There are far better, faster, easier ways to stretch out petroleum than adding ethanol to it. Just keeping tires inflated properly would save more energy than all the ethanol produced today. Reducing the speed limit to 55, consumer driving tips, truck stop electrification, and many other measures can save far more fuel in a shorter time than biofuels ever will, far less destructively.
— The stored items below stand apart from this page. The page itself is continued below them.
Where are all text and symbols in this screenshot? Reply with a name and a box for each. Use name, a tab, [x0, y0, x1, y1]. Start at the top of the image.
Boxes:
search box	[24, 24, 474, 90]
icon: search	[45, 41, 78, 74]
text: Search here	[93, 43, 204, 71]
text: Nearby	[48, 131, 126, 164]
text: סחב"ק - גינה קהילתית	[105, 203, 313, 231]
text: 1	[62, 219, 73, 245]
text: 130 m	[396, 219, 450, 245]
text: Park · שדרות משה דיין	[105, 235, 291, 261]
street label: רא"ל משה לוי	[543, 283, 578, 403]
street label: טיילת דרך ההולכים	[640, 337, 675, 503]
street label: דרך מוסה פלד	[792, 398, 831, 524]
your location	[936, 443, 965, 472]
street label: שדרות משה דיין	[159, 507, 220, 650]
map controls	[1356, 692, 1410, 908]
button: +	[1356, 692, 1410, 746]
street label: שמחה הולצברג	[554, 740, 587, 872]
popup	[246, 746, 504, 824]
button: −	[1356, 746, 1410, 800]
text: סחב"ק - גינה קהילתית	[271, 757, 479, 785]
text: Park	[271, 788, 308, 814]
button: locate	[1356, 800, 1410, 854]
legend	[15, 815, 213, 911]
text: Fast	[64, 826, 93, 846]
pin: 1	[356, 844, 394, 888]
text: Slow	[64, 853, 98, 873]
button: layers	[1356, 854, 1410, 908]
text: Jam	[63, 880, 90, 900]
Better yet, Americans can bike or walk, which will save energy used in the health care system.

Here are just a few possibilities for reforming the current, non-sustainable, agricultural system:

• The National Resources Conservation Service (NCRS) and other conservation agencies have done a superb job of lowering the erosion rate since the dustbowl of the 1930's. Give these agencies a larger budget to further the effort.

• The worst aquifer depletion and erosion are taking place on rented farmland. Tax and zoning laws need to be changed to support small and medium family farms. This will make possible the "social, economic, and environmental diversity necessary for agricultural and ecosystem stability" (Opie 2000).
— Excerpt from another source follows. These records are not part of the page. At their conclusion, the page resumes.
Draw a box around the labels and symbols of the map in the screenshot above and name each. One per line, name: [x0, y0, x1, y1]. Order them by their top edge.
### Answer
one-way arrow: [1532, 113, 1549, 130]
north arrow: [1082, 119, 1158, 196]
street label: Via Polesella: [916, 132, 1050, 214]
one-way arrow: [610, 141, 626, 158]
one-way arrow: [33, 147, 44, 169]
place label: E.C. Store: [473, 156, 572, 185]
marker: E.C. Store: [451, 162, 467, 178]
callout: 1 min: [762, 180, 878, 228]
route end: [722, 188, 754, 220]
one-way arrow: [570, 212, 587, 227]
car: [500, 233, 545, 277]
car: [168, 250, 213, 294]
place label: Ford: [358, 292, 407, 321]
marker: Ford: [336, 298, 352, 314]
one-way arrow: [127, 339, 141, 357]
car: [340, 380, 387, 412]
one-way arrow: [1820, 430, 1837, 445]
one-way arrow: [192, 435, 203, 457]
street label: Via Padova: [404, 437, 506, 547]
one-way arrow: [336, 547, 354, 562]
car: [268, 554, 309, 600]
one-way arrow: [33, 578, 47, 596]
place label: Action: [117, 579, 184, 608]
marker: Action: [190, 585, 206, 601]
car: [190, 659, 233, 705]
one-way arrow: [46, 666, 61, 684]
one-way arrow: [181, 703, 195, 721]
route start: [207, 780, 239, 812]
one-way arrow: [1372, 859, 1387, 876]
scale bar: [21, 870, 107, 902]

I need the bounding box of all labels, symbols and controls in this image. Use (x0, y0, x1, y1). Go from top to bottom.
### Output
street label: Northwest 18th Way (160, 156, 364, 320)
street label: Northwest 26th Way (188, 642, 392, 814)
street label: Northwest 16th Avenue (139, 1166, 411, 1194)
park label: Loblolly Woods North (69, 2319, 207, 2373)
• Make the land grant universities follow the directive of the Hatch Act of 1887 to improve the lives of family farms, rather than mechanize agriculture and chemical warfare for the benefit of the largest farms (Hightower 1978).

• Immediately begin well-funded sustainable agriculture programs at universities and community colleges across America to train a new generation of farmers.
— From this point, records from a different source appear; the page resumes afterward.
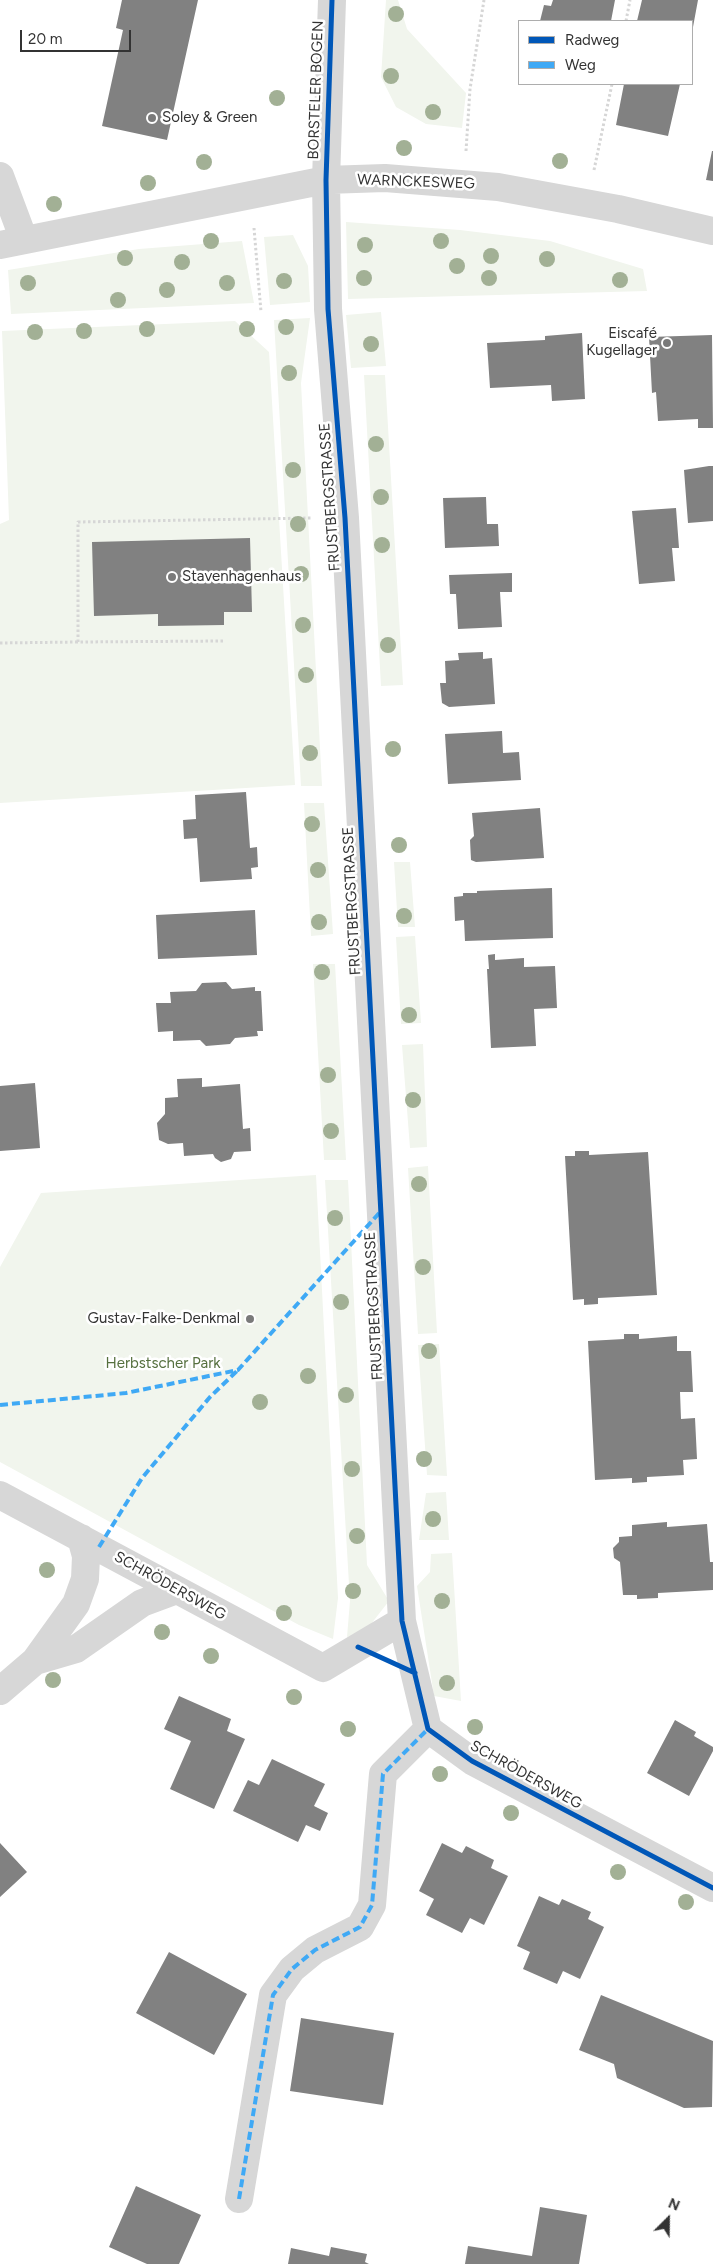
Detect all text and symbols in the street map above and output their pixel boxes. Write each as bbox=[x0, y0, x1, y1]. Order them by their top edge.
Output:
scale bar bbox=[22, 20, 134, 52]
street label: BORSTELER BOGEN bbox=[305, 20, 327, 160]
legend bbox=[518, 20, 693, 85]
text: 20 m bbox=[28, 30, 62, 48]
text: Radweg bbox=[565, 31, 619, 49]
text: Weg bbox=[565, 56, 596, 74]
place label: Soley & Green bbox=[162, 109, 257, 127]
marker: Soley & Green bbox=[146, 112, 158, 124]
street label: WARNCKESWEG bbox=[357, 171, 475, 193]
place label: Eiscafé Kugellager bbox=[586, 325, 657, 360]
marker: Eiscafé Kugellager bbox=[661, 337, 673, 349]
street label: FRUSTBERGSTRASSE bbox=[316, 422, 344, 572]
place label: Stavenhagenhaus bbox=[182, 568, 301, 586]
marker: Stavenhagenhaus bbox=[166, 571, 178, 583]
street label: FRUSTBERGSTRASSE bbox=[339, 826, 365, 976]
street label: FRUSTBERGSTRASSE bbox=[361, 1231, 387, 1381]
place label: Gustav-Falke-Denkmal bbox=[88, 1310, 240, 1328]
marker: Gustav-Falke-Denkmal bbox=[244, 1313, 256, 1325]
park label: Herbstscher Park bbox=[106, 1355, 220, 1373]
street label: SCHRÖDERSWEG bbox=[111, 1548, 229, 1624]
street label: SCHRÖDERSWEG bbox=[467, 1737, 585, 1813]
north arrow bbox=[643, 2194, 693, 2244]
text: N bbox=[666, 2195, 682, 2215]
• Integrate livestock into the crop rotation.

• Teach urban and suburban homeowners how to grow the most food in limited space with biointensive techniques.

• Fund the many institutions and agencies that have sustainable agriculture and "green ticket" plans to improve current methods of agriculture.

We are still betting the farm on making cellulosic ethanol work at a time when our energy and financial resources are diminishing. Living in the moment might be enlightenment for individuals, but for a nation, only looking to the next quarter is disastrous. Is there a Plan B if biofuels don't work out? Liquefied coal is not an option given the effects of global warming, and we don't know how to sequester the carbon dioxide, which could trigger a Permian extinction level event (Ward 2006, Benton 2003).

There need to be plans for de-mechanization of the farm economy if liquid alternative energy sources aren't found. There are less than four million horses, donkeys, and mules in America today. According to Bucknell, if the farm economy were de-mechanized, you'd need at least 31 million farm workers and 61 million horses. (Bucknell 1981)

The population of the United States has grown over 25 percent since Bucknell published Energy and the National Defense. To de-mechanize now, we'd need 39 million farm workers and 76 million horses. The horsepower represented by just farm tractors only is the equivalent of 400 million horses.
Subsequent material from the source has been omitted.